A Change in Politics With More Black Voters in the Deep South

By: - August 12, 2019 12:00 am

Georgia state Rep. Jasmine Clark on the House floor in Atlanta. Clark and other black Democrats defeated incumbent white Republicans in the midterm elections last year, as migration increased the African American population in the Atlanta area. Bob Andres/Atlanta Journal-Constitution via AP

Although they are Georgia natives, state Reps. El-Mahdi Holly and Jasmine Clark are the faces of political and demographic change in their state, as new black residents in the Atlanta suburbs make their mark on Georgia’s Republican-dominated legislature.

Both Holly and Clark are black Democrats who defeated incumbent white Republicans last year for state House seats representing suburban Atlanta. They were part of a blue ripple that left Republicans in control of the Georgia legislature but cost the GOP nine seats in the House and two in the Senate.

The two new lawmakers credit their victories to black newcomers in their districts: Seven of the 10 U.S. counties with the fastest-growing black populations are near Atlanta, according to a Stateline analysis of 2018 census population estimates.

Georgia’s demographic change is most dramatic, but similar shifts are underway in other Deep South states.

South Carolina has seen an influx of white residents. But in the other states of the Deep South — Alabama, Georgia, Louisiana and Mississippi — African Americans are the fastest-growing group of voting-age residents, according to a Stateline analysis of Current Population Survey data compiled by William Frey, a demographer at the Brookings Institution. Since 2010, the region has seen a 14% increase in voting-age black residents, compared with 3% for whites.

Republicans maintain firm control of those states — for now. The GOP controls both legislative chambers and the governor’s office in all but Louisiana, which has a Democratic governor.
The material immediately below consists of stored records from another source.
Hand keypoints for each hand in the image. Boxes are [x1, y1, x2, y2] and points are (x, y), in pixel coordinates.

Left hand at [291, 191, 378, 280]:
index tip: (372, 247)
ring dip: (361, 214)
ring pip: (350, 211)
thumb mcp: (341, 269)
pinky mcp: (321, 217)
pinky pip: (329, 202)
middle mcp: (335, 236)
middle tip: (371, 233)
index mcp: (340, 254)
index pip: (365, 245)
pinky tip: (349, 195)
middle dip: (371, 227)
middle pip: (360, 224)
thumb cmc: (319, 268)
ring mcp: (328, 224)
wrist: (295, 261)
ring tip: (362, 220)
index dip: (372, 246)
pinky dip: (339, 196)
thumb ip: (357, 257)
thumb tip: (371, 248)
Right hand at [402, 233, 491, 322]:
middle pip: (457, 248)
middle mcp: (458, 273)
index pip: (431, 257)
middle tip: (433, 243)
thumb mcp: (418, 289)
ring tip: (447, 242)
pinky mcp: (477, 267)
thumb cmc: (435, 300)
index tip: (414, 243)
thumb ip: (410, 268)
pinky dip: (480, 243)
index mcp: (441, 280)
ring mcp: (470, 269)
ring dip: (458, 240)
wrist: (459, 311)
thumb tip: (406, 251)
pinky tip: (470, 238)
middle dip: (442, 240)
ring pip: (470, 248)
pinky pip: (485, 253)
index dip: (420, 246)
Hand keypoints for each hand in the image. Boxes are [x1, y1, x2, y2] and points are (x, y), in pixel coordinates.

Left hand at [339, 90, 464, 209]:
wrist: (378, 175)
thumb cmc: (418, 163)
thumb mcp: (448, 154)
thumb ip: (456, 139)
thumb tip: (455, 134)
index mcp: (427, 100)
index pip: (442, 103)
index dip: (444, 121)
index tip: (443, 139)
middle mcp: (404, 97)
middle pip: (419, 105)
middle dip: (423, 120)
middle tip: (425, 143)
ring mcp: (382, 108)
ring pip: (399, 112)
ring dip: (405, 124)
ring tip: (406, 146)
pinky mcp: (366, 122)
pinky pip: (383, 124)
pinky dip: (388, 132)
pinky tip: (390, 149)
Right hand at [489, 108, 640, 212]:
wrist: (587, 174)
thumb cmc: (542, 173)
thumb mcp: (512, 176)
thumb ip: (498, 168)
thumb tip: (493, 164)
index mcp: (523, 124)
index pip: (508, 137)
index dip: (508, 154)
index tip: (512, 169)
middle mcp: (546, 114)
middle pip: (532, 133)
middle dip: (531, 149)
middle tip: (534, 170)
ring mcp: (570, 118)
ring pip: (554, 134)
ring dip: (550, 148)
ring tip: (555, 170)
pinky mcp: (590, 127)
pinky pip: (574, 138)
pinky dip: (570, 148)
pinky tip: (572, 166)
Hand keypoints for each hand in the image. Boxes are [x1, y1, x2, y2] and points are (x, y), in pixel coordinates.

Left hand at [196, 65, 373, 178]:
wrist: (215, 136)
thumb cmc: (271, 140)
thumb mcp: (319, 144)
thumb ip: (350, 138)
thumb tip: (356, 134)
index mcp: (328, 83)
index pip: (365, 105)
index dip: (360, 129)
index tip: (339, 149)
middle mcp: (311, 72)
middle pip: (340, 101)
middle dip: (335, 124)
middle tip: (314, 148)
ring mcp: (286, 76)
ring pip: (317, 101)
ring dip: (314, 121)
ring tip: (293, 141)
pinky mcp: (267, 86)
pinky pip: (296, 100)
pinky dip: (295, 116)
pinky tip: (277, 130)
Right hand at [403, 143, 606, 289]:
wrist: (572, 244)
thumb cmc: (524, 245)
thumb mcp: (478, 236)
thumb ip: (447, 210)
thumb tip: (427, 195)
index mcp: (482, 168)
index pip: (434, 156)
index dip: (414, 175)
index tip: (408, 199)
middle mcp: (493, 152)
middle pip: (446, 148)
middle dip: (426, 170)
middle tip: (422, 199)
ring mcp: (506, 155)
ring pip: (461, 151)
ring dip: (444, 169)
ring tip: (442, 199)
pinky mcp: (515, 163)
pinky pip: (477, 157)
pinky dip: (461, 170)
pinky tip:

However, the increase in African American voters — the overwhelming majority of whom vote Democratic — could loosen that hold.

“People go to Atlanta because they hear that black people are doing well there, and Alabama and Mississippi may not have that connotation yet,” said Keneshia Grant, an assistant political science professor at Howard University who has written about black migration and its effect on the Democratic Party.

“I could see the same thing happening in other urban centers in the South, like Houston and Charlotte,” she said. “It might not happen in five years, but over 10 or 20 years it could.”

African Americans also are the fastest-growing group of voting-age residents in Virginia and Wisconsin, according to the Stateline analysis of data compiled by Frey. Meanwhile, in Ohio and Pennsylvania, the black and Hispanic voting-age population is growing as the white population shrinks. 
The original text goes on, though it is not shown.